And what I chronicle in Pandora’s Gamble is that there have been these previous outbreaks that have been associated with various kinds of lab accidents. So this is not a theoretical thing that can happen: it has happened in the past.

Alison Young

In today’s episode, host Luisa Rodriguez interviews award-winning investigative journalist Alison Young on the surprising frequency of lab leaks and what needs to be done to prevent them in the future.

They cover:

  • The most egregious biosafety mistakes made by the CDC, and how Alison uncovered them through her investigative reporting
  • The Dugway life science test facility case, where live anthrax was accidentally sent to labs across the US and several other countries over a period of many years
  • The time the Soviets had a major anthrax leak, and then hid it for over a decade
  • The 1977 influenza pandemic caused by vaccine trial gone wrong in China
  • The last death from smallpox, caused not by the virus spreading in the wild, but by a lab leak in the UK
  • Ways we could get more reliable oversight and accountability for these labs
  • And the investigative work Alison’s most proud of

Producer and editor: Keiran Harris
Audio Engineering Lead: Ben Cordell
Technical editing: Simon Monsour and Milo McGuire
Additional content editing: Katy Moore and Luisa Rodriguez
Transcriptions: Katy Moore

Highlights

The case of the found smallpox vials

Alison Young: Around the same time the CDC was having all kinds of incidents in 2014, in the middle of all of that, there was a cold storage room on the campus of the National Institutes of Health, just north of Washington DC, where they were moving around some old cardboard boxes. And they look inside and they see all of these little, tiny, very fragile vials from decades ago that are labelled in typewriter print with various pathogens’ names on them. And it’s powdered material. And as they’re going through these glass vials, they see some that are labelled as variola.

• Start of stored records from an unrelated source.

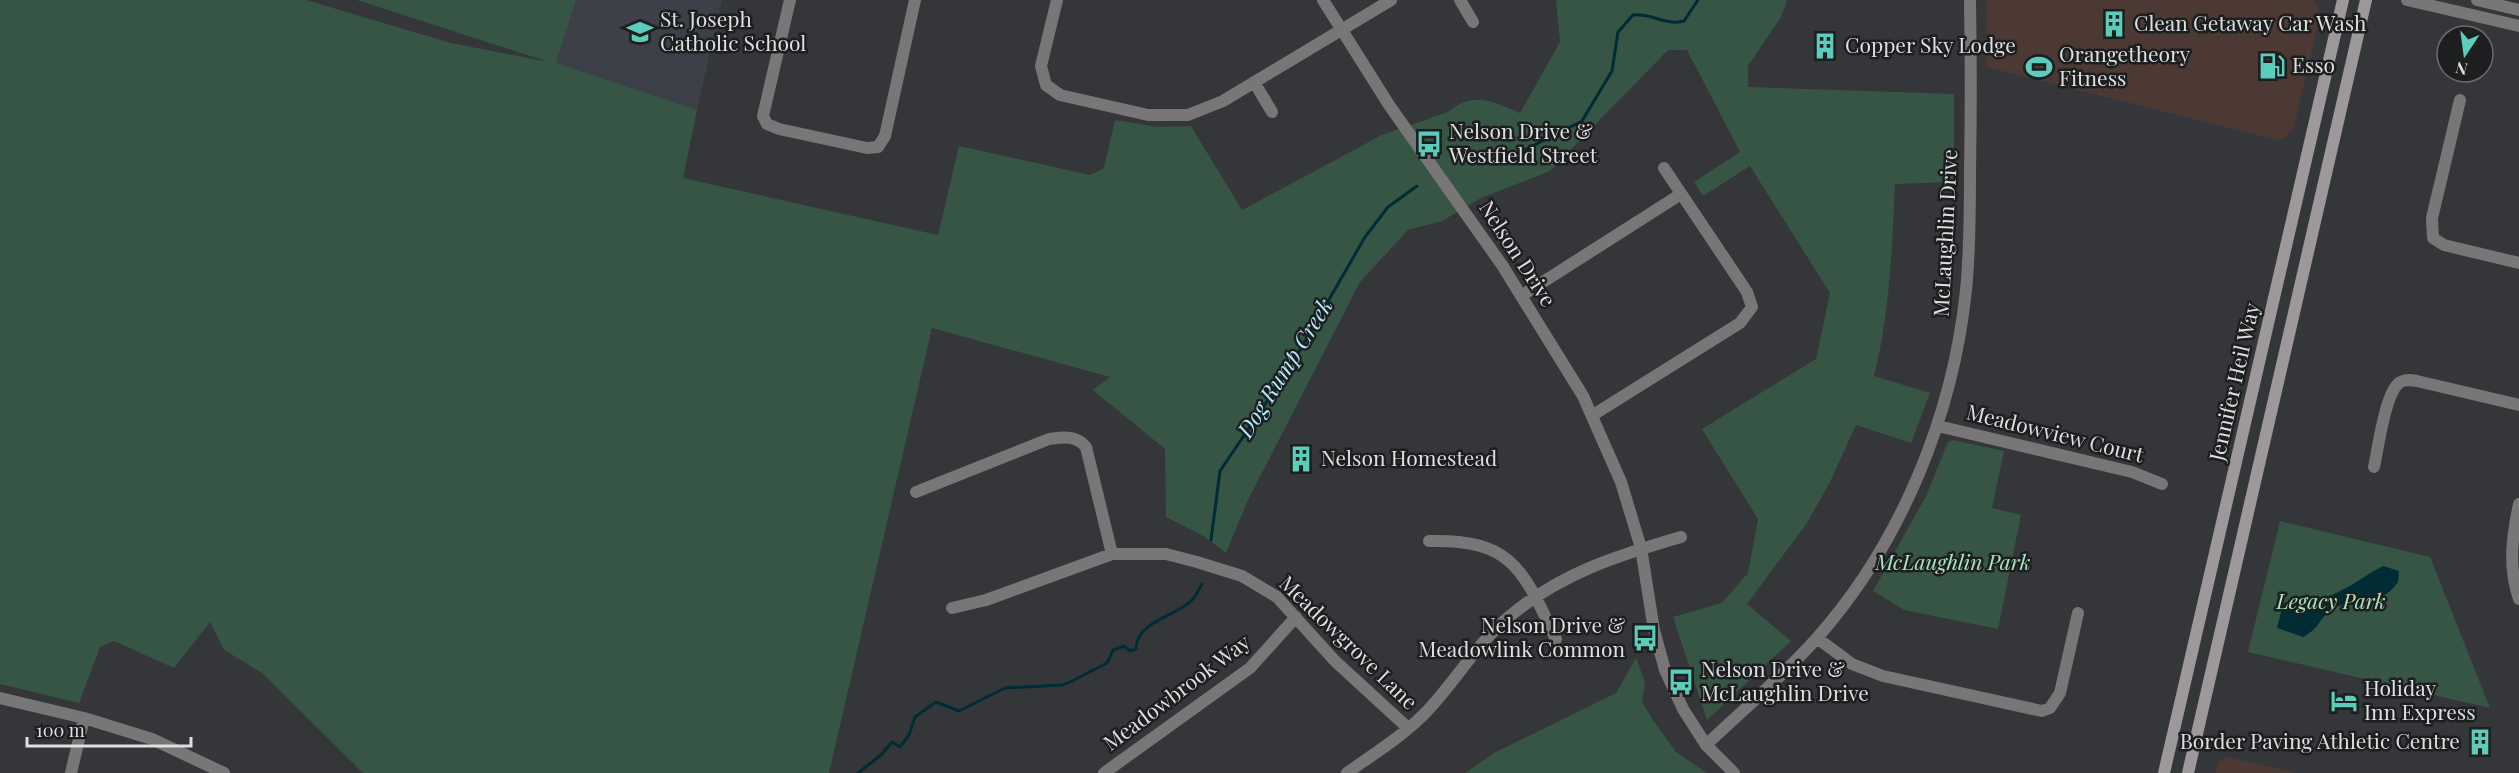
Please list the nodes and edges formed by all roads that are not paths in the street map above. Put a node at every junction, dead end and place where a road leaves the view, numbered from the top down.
1 (790, 0) edge
2 (915, 0) edge
3 (1057, 0) edge
4 (1323, 0) edge
5 (1391, 0) edge
6 (1460, 0) edge
7 (1970, 0) edge
8 (2343, 0) edge
9 (2366, 0) edge
10 (2407, 0) edge
11 (2477, 0) edge
12 (2519, 10) edge
13 (1473, 22) dead end
14 (2519, 26) edge
15 (1342, 29) junction
16 (1254, 82) junction
17 (2460, 100) dead end
18 (1272, 112) dead end
19 (1664, 168) dead end
20 (1682, 194) junction
21 (2519, 262) edge
22 (1521, 296) junction
23 (2519, 405) edge
24 (1593, 416) junction
25 (1938, 426) junction
26 (2374, 467) dead end
27 (2162, 484) dead end
28 (916, 492) dead end
29 (2519, 504) edge
30 (1682, 537) dead end
31 (1429, 541) dead end
32 (1641, 548) junction
33 (1112, 554) junction
34 (1536, 596) junction
35 (2519, 599) edge
36 (952, 608) dead end
37 (2078, 613) dead end
38 (1296, 616) junction
39 (1817, 638) junction
40 (1556, 639) dead end
41 (0, 698) edge
42 (84, 718) junction
43 (1408, 728) junction
44 (1706, 745) junction
45 (71, 773) edge
46 (224, 773) edge
47 (1104, 773) edge
48 (1347, 773) edge
49 (1734, 773) edge
50 (2164, 773) edge
51 (2188, 773) edge

1 - 2 street
3 - 16 street
4 - 15 street, Nelson Drive
5 - 15 street
6 - 13 street
7 - 25 street, McLaughlin Drive
8 - 50 main road, Jennifer Heil Way
9 - 51 main road, Jennifer Heil Way
10 - 14 street
11 - 12 street
15 - 16 street
15 - 22 street, Nelson Drive
16 - 18 street
17 - 21 street
19 - 20 street
20 - 22 street
20 - 24 street
22 - 24 street, Nelson Drive
23 - 26 street
24 - 32 street, Nelson Drive
25 - 27 street, Meadowview Court
25 - 39 street, McLaughlin Drive
28 - 33 street
29 - 35 street
30 - 32 street
31 - 34 street
32 - 34 street
32 - 44 street, Nelson Drive
33 - 36 street, Meadowgrove Lane
33 - 38 street, Meadowgrove Lane
34 - 40 street
34 - 43 street
37 - 39 street
38 - 43 street, Meadowgrove Lane
38 - 47 street, Meadowbrook Way
39 - 44 street, McLaughlin Drive
41 - 42 street
42 - 45 street
42 - 46 street
43 - 48 street
44 - 49 street, Nelson Drive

Luisa Rodriguez: Which, just to be totally clear, variola is the pathogen that causes smallpox. So go on: they found vials of smallpox in a box in a storage room?

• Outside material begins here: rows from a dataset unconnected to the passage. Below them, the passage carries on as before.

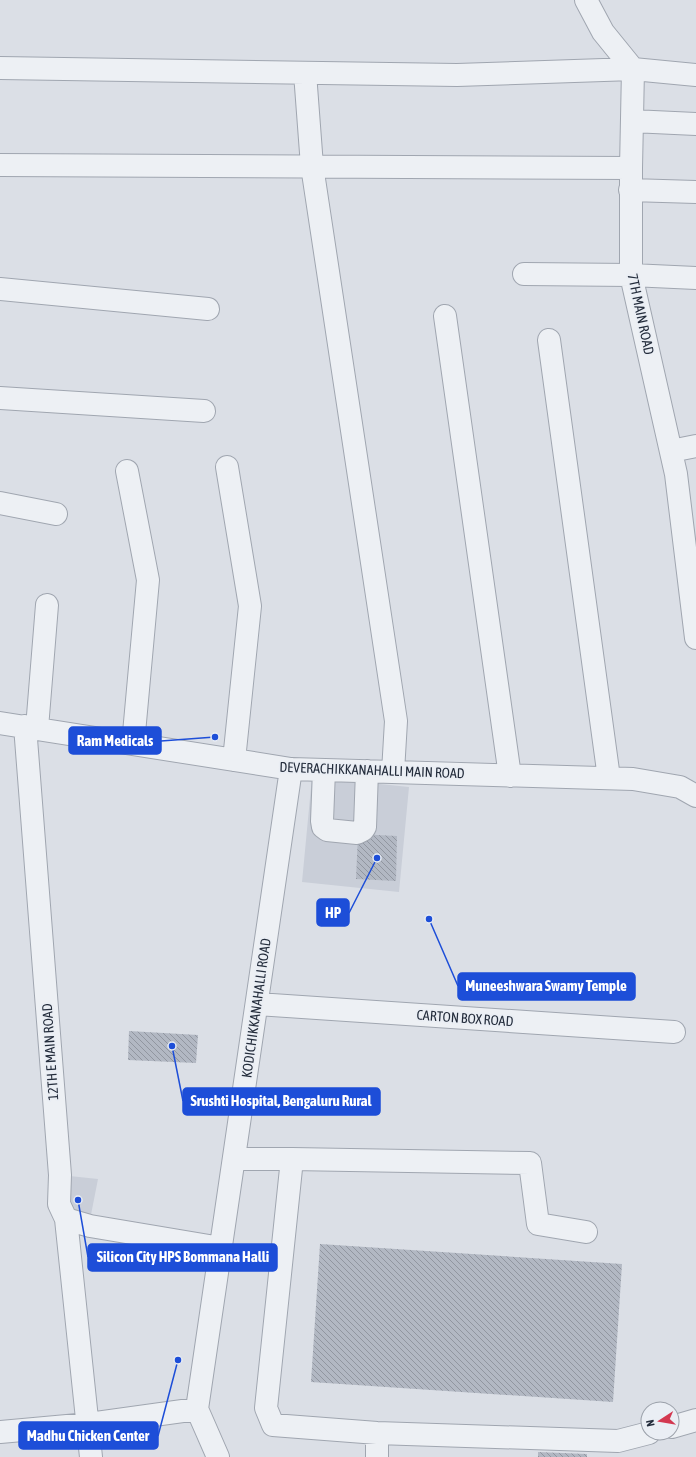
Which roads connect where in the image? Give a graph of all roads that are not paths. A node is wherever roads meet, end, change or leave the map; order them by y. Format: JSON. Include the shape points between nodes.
{"nodes":[{"id":1,"x":586,"y":0,"type":"edge"},
{"id":2,"x":0,"y":68,"type":"edge"},
{"id":3,"x":633,"y":69,"type":"junction"},
{"id":4,"x":305,"y":74,"type":"junction"},
{"id":5,"x":696,"y":75,"type":"edge"},
{"id":6,"x":632,"y":121,"type":"junction"},
{"id":7,"x":696,"y":124,"type":"edge"},
{"id":8,"x":0,"y":165,"type":"edge"},
{"id":9,"x":312,"y":166,"type":"junction"},
{"id":10,"x":630,"y":168,"type":"junction"},
{"id":11,"x":630,"y":190,"type":"junction"},
{"id":12,"x":696,"y":192,"type":"edge"},
{"id":13,"x":524,"y":274,"type":"dead end"},
{"id":14,"x":631,"y":275,"type":"junction"},
{"id":15,"x":696,"y":278,"type":"edge"},
{"id":16,"x":0,"y":290,"type":"edge"},
{"id":17,"x":208,"y":309,"type":"dead end"},
{"id":18,"x":445,"y":316,"type":"dead end"},
{"id":19,"x":549,"y":340,"type":"dead end"},
{"id":20,"x":0,"y":398,"type":"edge"},
{"id":21,"x":204,"y":411,"type":"dead end"},
{"id":22,"x":696,"y":446,"type":"edge"},
{"id":23,"x":671,"y":451,"type":"junction"},
{"id":24,"x":227,"y":467,"type":"dead end"},
{"id":25,"x":127,"y":471,"type":"dead end"},
{"id":26,"x":0,"y":503,"type":"edge"},
{"id":27,"x":56,"y":514,"type":"dead end"},
{"id":28,"x":47,"y":605,"type":"dead end"},
{"id":29,"x":696,"y":638,"type":"edge"},
{"id":30,"x":0,"y":722,"type":"edge"},
{"id":31,"x":31,"y":727,"type":"junction"},
{"id":32,"x":133,"y":744,"type":"junction"},
{"id":33,"x":234,"y":760,"type":"junction"},
{"id":34,"x":291,"y":769,"type":"junction"},
{"id":35,"x":324,"y":770,"type":"junction"},
{"id":36,"x":367,"y":771,"type":"junction"},
{"id":37,"x":393,"y":772,"type":"junction"},
{"id":38,"x":510,"y":776,"type":"junction"},
{"id":39,"x":609,"y":778,"type":"junction"},
{"id":40,"x":696,"y":796,"type":"edge"},
{"id":41,"x":257,"y":1004,"type":"junction"},
{"id":42,"x":674,"y":1032,"type":"dead end"},
{"id":43,"x":234,"y":1159,"type":"junction"},
{"id":44,"x":292,"y":1159,"type":"junction"},
{"id":45,"x":66,"y":1219,"type":"junction"},
{"id":46,"x":586,"y":1232,"type":"dead end"},
{"id":47,"x":221,"y":1248,"type":"junction"},
{"id":48,"x":197,"y":1409,"type":"junction"},
{"id":49,"x":696,"y":1420,"type":"edge"},
{"id":50,"x":89,"y":1424,"type":"junction"},
{"id":51,"x":680,"y":1425,"type":"edge"},
{"id":52,"x":0,"y":1432,"type":"edge"},
{"id":53,"x":377,"y":1433,"type":"junction"},
{"id":54,"x":640,"y":1435,"type":"edge"},
{"id":55,"x":91,"y":1457,"type":"edge"},
{"id":56,"x":218,"y":1457,"type":"edge"},
{"id":57,"x":377,"y":1457,"type":"edge"}],
"edges":[{"from":1,"to":3,"type":"street","via":[[603,32]]},
{"from":2,"to":4,"type":"street"},
{"from":3,"to":4,"type":"street","via":[[457,75]]},
{"from":3,"to":5,"type":"street"},
{"from":3,"to":6,"type":"street","name":"7TH MAIN ROAD"},
{"from":4,"to":9,"type":"street"},
{"from":6,"to":7,"type":"street"},
{"from":6,"to":10,"type":"street","name":"7TH MAIN ROAD"},
{"from":8,"to":9,"type":"street"},
{"from":9,"to":10,"type":"street","via":[[507,173]]},
{"from":9,"to":37,"type":"street","via":[[396,722]]},
{"from":10,"to":11,"type":"street","name":"7TH MAIN ROAD"},
{"from":11,"to":12,"type":"street"},
{"from":11,"to":14,"type":"street","name":"7TH MAIN ROAD"},
{"from":13,"to":14,"type":"street"},
{"from":14,"to":15,"type":"street"},
{"from":14,"to":23,"type":"street","name":"7TH MAIN ROAD"},
{"from":16,"to":17,"type":"street"},
{"from":18,"to":38,"type":"street"},
{"from":19,"to":39,"type":"street"},
{"from":20,"to":21,"type":"street"},
{"from":22,"to":23,"type":"street"},
{"from":23,"to":29,"type":"street","name":"7TH MAIN ROAD"},
{"from":24,"to":33,"type":"street","via":[[250,606]]},
{"from":25,"to":32,"type":"street","via":[[148,580]]},
{"from":26,"to":27,"type":"street"},
{"from":28,"to":31,"type":"street","name":"12TH E MAIN ROAD"},
{"from":30,"to":31,"type":"street","name":"DEVERACHIKKANAHALLI MAIN ROAD"},
{"from":31,"to":32,"type":"street","name":"DEVERACHIKKANAHALLI MAIN ROAD"},
{"from":31,"to":45,"type":"street","name":"12TH E MAIN ROAD","via":[[60,1204]]},
{"from":32,"to":33,"type":"street","name":"DEVERACHIKKANAHALLI MAIN ROAD"},
{"from":33,"to":34,"type":"street","name":"DEVERACHIKKANAHALLI MAIN ROAD"},
{"from":34,"to":35,"type":"street","name":"DEVERACHIKKANAHALLI MAIN ROAD"},
{"from":34,"to":41,"type":"street","name":"KODICHIKKANAHALLI ROAD"},
{"from":35,"to":36,"type":"street","name":"DEVERACHIKKANAHALLI MAIN ROAD"},
{"from":35,"to":36,"type":"street","via":[[323,827],[327,830],[357,833],[365,827]]},
{"from":36,"to":37,"type":"street","name":"DEVERACHIKKANAHALLI MAIN ROAD"},
{"from":37,"to":38,"type":"street","name":"DEVERACHIKKANAHALLI MAIN ROAD"},
{"from":38,"to":39,"type":"street","name":"DEVERACHIKKANAHALLI MAIN ROAD"},
{"from":39,"to":40,"type":"street","name":"DEVERACHIKKANAHALLI MAIN ROAD","via":[[633,779],[680,787]]},
{"from":41,"to":42,"type":"street","name":"CARTON BOX ROAD"},
{"from":41,"to":43,"type":"street","name":"KODICHIKKANAHALLI ROAD"},
{"from":43,"to":44,"type":"street"},
{"from":43,"to":47,"type":"street","name":"KODICHIKKANAHALLI ROAD"},
{"from":44,"to":46,"type":"street","via":[[530,1163],[538,1224]]},
{"from":44,"to":53,"type":"street","via":[[266,1408],[273,1425]]},
{"from":45,"to":47,"type":"street","via":[[90,1226]]},
{"from":45,"to":50,"type":"street","name":"12TH E MAIN ROAD"},
{"from":47,"to":48,"type":"street","name":"KODICHIKKANAHALLI ROAD"},
{"from":48,"to":50,"type":"street"},
{"from":48,"to":56,"type":"street"},
{"from":49,"to":51,"type":"street"},
{"from":50,"to":52,"type":"street"},
{"from":50,"to":55,"type":"street","name":"12TH E MAIN ROAD"},
{"from":53,"to":54,"type":"street","via":[[618,1441]]},
{"from":53,"to":57,"type":"street"}]}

Alison Young: Exactly. In an unlocked storage room. So this should have been incredibly concerning, because smallpox is incredibly deadly. It has been eradicated from the planet and smallpox virus is only supposed to be found under treaties in two labs in the world: one is in Russia, and the other is a specific lab on the campus at the Centers for Disease Control and Prevention in Atlanta. So these vials shouldn’t have been in this cold storage room at NIH.

What was also concerning was how they responded to it when they found these vials. Ultimately, it was one scientist, by themselves, who basically picked up the cardboard box and walked it down the corridors of this building at the NIH and across the street and into another building. All the while, they’re hearing this clink, clink of these fragile old vials hitting each other as they’re walking along.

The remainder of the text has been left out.